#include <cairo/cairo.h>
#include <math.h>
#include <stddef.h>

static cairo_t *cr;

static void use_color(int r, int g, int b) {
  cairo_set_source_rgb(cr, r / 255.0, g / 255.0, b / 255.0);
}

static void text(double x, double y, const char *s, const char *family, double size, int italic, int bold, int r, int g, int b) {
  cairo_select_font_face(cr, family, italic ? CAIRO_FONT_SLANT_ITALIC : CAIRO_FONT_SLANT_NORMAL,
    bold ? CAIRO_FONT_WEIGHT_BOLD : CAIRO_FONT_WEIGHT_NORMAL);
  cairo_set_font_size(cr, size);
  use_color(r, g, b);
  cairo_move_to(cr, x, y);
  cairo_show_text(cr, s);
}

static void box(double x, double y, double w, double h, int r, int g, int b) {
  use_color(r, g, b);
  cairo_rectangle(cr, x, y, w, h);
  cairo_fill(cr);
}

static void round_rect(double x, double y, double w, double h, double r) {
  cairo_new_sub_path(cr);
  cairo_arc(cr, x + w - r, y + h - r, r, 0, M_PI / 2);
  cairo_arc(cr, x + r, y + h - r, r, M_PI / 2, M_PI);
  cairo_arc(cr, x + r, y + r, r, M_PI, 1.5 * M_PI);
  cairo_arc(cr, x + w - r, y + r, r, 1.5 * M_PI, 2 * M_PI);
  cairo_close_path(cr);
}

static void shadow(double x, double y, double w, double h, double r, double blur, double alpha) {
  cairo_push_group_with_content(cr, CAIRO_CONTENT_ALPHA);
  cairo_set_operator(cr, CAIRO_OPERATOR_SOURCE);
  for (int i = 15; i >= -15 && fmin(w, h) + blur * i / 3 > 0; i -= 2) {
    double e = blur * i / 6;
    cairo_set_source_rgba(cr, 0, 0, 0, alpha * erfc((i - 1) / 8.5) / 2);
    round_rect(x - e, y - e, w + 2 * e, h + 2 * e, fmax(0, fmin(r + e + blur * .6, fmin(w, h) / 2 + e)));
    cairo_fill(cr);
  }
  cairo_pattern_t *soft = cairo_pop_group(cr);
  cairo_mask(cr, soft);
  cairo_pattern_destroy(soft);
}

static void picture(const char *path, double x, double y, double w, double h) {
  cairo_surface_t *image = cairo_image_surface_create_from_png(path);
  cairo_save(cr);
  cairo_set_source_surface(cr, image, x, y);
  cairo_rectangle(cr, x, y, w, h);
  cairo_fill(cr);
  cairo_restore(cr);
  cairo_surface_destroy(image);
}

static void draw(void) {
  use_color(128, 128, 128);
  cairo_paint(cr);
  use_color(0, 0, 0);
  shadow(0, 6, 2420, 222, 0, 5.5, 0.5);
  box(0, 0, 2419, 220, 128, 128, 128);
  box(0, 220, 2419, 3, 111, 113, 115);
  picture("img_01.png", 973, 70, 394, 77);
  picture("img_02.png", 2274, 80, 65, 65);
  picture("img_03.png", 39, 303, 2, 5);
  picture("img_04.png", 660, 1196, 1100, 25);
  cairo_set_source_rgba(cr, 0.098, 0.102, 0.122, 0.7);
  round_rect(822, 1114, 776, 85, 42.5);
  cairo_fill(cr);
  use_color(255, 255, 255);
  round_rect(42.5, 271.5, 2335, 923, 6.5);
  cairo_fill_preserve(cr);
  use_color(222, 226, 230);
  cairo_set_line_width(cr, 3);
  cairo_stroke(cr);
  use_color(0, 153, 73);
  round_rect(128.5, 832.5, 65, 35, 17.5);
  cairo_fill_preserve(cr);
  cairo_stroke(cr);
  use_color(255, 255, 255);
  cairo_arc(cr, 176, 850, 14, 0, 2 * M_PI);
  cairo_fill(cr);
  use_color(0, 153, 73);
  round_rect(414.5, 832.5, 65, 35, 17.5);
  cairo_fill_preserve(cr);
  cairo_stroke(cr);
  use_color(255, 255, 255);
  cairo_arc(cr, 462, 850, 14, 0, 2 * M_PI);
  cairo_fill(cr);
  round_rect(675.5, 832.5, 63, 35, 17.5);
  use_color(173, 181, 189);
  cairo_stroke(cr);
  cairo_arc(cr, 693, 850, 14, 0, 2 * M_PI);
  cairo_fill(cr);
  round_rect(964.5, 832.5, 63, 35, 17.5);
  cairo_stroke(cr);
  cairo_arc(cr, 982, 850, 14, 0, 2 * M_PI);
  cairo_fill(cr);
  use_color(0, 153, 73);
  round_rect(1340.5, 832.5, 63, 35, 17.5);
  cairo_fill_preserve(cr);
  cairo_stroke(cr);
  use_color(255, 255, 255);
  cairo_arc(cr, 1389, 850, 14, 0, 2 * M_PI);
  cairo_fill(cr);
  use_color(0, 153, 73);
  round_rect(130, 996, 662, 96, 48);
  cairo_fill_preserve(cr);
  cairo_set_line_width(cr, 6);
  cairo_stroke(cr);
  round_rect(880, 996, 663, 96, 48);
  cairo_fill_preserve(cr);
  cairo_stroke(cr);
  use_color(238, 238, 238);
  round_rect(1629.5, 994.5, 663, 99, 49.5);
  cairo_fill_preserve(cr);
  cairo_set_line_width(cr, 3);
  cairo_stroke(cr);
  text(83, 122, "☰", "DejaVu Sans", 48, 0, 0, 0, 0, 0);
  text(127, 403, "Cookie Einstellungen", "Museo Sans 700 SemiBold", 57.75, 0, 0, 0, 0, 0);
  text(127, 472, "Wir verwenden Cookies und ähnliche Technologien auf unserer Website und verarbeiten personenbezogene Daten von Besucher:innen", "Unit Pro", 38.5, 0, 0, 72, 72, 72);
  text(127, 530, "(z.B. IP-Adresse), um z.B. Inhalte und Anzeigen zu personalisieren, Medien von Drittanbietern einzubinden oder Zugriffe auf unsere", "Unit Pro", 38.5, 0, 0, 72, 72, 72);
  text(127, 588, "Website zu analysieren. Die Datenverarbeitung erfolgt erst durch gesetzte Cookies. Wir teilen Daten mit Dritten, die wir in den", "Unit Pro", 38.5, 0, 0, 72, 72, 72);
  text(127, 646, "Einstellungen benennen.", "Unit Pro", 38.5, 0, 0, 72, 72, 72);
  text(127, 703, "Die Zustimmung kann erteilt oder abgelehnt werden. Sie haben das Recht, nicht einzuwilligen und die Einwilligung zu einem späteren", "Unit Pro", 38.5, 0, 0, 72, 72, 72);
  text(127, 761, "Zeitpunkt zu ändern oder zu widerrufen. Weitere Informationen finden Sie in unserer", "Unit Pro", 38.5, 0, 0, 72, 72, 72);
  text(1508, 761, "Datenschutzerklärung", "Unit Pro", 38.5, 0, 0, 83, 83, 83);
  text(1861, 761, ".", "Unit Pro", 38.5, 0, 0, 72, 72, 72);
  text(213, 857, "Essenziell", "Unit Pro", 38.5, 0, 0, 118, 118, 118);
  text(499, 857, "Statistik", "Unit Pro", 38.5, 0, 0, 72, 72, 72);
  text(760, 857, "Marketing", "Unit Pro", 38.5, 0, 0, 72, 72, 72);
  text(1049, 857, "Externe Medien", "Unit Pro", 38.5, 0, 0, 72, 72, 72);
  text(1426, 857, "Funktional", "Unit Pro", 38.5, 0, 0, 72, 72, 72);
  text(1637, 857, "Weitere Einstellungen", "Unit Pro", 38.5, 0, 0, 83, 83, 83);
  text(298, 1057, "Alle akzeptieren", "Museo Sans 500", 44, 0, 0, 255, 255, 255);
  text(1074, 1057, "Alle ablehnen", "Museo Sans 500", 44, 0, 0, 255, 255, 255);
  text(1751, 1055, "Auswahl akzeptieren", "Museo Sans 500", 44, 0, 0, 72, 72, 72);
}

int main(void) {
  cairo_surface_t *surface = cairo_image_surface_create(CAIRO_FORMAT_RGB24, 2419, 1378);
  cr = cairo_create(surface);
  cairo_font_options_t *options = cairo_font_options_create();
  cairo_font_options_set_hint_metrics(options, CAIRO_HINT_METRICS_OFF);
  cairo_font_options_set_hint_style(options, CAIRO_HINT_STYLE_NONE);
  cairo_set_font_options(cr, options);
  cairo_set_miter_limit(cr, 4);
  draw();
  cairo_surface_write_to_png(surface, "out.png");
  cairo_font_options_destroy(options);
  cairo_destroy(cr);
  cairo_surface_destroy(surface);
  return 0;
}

_____

Exercise goal:
Copy out all lines from the material above that contain the string "size".

Solution to this problem:
static void text(double x, double y, const char *s, const char *family, double size, int italic, int bold, int r, int g, int b) {
  cairo_set_font_size(cr, size);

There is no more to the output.